### BRIEF
Count up the lines below that include the string "paths" and report the number by itself.

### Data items
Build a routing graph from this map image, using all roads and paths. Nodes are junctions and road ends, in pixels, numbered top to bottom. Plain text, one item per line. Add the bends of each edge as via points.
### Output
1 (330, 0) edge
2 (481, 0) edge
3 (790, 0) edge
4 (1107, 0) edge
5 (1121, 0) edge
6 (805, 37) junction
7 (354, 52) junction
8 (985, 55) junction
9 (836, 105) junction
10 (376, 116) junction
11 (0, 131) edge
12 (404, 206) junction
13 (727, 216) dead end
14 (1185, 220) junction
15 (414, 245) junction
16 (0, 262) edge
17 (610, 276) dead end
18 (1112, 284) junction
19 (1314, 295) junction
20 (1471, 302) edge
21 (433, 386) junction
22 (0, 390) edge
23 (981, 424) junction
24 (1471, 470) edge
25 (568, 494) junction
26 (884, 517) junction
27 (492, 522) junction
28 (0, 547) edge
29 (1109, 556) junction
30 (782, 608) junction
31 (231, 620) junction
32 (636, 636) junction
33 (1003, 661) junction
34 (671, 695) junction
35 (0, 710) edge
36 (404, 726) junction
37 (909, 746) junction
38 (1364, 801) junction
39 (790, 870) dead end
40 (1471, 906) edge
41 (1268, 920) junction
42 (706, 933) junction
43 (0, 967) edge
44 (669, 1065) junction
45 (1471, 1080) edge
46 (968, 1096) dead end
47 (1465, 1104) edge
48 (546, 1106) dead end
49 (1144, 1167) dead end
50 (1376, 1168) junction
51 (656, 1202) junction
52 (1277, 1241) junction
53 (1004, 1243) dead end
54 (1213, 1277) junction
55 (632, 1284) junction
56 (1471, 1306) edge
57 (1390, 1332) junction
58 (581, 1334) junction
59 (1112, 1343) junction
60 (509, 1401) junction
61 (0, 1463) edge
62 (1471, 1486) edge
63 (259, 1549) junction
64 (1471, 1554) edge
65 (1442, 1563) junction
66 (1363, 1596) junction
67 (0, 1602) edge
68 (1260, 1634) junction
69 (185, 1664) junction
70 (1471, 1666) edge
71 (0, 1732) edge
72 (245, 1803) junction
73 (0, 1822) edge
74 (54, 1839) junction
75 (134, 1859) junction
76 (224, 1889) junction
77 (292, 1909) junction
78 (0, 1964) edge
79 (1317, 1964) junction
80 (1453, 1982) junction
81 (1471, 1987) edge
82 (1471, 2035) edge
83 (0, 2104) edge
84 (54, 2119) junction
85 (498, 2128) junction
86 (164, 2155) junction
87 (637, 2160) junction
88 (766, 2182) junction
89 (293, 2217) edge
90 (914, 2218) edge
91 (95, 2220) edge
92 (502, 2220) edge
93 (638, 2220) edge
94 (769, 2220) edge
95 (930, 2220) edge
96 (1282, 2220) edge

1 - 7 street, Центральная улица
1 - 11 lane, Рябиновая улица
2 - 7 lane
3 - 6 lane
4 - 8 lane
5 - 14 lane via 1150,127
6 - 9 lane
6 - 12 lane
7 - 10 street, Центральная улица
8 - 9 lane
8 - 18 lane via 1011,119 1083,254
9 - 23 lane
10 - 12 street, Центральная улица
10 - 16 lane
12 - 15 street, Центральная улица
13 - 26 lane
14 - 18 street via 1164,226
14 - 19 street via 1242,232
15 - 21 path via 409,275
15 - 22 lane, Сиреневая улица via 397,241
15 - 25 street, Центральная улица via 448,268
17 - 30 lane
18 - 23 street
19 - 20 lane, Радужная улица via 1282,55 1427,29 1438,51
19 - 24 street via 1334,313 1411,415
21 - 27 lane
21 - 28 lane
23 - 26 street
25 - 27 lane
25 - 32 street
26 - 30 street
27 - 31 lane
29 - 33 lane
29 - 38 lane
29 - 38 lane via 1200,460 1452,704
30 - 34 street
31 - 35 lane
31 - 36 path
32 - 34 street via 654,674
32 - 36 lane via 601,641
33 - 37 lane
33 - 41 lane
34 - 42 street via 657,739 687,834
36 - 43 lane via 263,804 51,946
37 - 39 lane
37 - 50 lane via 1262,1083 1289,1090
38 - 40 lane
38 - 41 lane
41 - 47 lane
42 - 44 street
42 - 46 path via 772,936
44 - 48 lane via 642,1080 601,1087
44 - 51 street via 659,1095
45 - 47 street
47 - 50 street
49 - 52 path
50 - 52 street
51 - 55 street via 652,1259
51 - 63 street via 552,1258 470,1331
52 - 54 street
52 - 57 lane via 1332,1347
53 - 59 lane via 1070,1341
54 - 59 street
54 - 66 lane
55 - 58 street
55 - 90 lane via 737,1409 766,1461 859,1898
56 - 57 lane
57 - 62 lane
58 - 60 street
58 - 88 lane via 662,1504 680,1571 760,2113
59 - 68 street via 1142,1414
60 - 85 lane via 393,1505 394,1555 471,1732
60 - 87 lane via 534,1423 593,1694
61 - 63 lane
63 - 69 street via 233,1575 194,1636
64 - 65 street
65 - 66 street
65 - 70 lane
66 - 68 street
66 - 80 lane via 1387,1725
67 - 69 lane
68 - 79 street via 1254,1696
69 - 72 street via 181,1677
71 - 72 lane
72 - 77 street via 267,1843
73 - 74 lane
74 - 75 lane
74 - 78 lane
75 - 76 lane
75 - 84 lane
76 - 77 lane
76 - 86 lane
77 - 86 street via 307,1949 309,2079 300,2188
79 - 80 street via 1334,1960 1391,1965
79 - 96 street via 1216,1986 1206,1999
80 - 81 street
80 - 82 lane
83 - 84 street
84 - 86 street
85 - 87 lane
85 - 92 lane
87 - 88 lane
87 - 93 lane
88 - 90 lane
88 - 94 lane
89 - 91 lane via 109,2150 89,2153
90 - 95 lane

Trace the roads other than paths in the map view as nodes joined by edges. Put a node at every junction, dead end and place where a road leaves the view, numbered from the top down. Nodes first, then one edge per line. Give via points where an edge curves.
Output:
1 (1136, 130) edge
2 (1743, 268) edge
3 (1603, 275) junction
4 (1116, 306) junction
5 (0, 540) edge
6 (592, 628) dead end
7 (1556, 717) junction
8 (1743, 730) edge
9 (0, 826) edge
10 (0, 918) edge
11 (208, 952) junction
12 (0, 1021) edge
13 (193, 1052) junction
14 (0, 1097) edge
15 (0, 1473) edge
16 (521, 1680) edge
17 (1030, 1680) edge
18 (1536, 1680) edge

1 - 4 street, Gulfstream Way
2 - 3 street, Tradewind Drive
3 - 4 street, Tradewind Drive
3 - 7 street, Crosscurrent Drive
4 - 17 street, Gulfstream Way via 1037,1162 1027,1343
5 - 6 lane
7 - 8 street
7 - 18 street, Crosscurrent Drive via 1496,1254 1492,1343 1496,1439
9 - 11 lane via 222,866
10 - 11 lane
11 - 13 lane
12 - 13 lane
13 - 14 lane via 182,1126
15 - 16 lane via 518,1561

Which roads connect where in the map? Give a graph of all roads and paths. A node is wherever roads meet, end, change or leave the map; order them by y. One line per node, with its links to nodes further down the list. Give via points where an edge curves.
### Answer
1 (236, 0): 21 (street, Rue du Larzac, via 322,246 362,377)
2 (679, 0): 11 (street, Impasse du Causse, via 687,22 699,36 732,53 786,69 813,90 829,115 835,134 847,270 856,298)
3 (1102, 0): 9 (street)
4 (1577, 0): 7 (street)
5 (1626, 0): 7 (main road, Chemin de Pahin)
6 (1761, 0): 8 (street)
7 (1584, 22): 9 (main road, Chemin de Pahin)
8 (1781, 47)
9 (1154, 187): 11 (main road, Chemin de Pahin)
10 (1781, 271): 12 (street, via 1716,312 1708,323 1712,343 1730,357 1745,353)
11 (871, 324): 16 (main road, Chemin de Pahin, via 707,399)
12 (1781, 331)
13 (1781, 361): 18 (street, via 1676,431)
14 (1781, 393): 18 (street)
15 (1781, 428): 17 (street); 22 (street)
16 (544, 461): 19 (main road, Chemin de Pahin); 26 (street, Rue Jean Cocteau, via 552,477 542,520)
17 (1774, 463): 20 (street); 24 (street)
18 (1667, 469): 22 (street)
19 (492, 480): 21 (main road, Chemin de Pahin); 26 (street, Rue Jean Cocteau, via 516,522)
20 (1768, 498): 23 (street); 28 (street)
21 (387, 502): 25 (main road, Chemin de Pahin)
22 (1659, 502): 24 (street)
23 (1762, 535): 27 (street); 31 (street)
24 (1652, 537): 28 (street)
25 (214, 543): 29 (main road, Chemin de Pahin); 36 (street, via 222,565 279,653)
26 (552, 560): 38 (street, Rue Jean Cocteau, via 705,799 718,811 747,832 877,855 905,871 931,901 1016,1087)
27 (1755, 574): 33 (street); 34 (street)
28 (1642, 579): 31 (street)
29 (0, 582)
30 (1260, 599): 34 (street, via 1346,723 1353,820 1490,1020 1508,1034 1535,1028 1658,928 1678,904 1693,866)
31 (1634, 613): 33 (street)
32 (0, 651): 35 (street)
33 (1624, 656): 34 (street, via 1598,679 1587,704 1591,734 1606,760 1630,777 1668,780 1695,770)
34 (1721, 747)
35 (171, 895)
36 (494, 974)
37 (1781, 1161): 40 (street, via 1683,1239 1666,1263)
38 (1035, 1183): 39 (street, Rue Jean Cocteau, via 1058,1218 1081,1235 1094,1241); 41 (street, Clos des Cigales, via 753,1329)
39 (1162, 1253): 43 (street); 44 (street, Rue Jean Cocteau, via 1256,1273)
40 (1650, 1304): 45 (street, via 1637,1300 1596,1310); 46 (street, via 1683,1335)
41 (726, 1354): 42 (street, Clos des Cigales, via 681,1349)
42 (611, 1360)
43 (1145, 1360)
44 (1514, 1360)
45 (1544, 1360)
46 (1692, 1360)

### TASK ANSWER
3